Segment Start: DATA SHOWN

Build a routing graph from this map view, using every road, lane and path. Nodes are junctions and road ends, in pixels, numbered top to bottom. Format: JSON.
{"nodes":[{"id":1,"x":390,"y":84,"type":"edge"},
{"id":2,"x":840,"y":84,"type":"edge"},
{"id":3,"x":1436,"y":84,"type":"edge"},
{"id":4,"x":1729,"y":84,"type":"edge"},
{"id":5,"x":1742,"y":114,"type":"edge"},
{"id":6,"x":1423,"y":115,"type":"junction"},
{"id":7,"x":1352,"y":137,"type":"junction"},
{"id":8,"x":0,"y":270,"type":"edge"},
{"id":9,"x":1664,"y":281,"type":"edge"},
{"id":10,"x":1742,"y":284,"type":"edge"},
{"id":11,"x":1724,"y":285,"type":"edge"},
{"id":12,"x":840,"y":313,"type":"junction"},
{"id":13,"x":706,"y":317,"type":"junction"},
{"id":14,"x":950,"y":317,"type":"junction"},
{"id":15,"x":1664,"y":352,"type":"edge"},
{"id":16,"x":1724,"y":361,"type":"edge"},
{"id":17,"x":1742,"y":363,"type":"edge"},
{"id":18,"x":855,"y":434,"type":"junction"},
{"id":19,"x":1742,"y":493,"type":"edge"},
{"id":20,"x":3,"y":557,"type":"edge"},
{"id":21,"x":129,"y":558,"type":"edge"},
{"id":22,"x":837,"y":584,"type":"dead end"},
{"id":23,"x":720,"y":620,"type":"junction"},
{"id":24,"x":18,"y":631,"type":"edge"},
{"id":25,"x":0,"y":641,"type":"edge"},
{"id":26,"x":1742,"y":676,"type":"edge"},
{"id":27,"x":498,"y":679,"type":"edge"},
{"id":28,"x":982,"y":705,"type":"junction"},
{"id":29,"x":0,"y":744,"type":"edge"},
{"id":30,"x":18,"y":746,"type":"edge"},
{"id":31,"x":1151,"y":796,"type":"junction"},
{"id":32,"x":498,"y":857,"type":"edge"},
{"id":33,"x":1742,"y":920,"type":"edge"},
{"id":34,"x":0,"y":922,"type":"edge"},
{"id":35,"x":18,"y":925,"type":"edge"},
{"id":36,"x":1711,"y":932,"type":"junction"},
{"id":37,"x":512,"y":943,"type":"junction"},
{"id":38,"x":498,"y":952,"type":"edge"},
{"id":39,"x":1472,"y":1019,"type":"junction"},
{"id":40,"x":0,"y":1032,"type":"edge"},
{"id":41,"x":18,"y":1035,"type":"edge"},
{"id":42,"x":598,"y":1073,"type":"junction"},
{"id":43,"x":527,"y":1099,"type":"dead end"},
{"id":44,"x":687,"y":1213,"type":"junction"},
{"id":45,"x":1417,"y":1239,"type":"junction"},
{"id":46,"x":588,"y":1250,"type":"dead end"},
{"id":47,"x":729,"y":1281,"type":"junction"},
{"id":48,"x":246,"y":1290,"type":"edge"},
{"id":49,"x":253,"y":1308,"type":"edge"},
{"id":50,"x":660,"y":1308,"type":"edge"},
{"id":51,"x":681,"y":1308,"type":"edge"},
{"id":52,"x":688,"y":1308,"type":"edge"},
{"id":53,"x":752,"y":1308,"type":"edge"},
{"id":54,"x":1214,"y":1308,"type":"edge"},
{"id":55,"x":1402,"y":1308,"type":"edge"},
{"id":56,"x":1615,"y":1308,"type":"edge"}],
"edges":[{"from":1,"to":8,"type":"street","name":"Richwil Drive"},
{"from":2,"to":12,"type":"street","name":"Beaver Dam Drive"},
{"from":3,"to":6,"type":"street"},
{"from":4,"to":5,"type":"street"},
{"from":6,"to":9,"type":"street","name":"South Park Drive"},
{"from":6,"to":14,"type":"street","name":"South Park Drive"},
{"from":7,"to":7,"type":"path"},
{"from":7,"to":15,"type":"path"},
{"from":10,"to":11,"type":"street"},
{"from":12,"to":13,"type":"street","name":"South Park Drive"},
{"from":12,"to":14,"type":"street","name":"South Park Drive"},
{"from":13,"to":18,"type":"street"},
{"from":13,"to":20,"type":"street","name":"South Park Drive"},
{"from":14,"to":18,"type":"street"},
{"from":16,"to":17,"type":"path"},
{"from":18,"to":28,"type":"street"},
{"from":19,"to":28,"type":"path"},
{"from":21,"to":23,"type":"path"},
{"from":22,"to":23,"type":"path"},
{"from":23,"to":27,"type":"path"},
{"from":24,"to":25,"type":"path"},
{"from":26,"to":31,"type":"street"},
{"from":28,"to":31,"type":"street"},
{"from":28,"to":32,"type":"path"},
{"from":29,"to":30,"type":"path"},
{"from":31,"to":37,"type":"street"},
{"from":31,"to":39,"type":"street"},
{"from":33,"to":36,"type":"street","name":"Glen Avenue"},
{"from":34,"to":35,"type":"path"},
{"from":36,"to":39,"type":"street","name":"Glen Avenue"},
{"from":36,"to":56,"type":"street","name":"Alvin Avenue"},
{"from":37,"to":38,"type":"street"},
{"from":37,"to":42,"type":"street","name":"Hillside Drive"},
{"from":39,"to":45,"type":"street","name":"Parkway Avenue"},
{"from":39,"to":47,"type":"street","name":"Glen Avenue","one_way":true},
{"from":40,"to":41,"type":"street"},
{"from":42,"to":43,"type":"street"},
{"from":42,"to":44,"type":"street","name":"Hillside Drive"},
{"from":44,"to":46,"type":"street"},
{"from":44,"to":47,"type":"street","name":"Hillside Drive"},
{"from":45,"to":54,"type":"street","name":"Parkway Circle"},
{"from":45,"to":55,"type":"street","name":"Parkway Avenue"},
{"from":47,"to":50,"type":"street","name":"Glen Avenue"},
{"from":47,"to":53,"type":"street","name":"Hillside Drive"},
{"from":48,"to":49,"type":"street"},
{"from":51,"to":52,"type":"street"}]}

Segment End: DATA SHOWN

# REQUIREMENT
Lines that contain "Hillside" are to be copied from the records above.

# ANSWER TO THIS EXERCISE
{"from":37,"to":42,"type":"street","name":"Hillside Drive"},
{"from":42,"to":44,"type":"street","name":"Hillside Drive"},
{"from":44,"to":47,"type":"street","name":"Hillside Drive"},
{"from":47,"to":53,"type":"street","name":"Hillside Drive"},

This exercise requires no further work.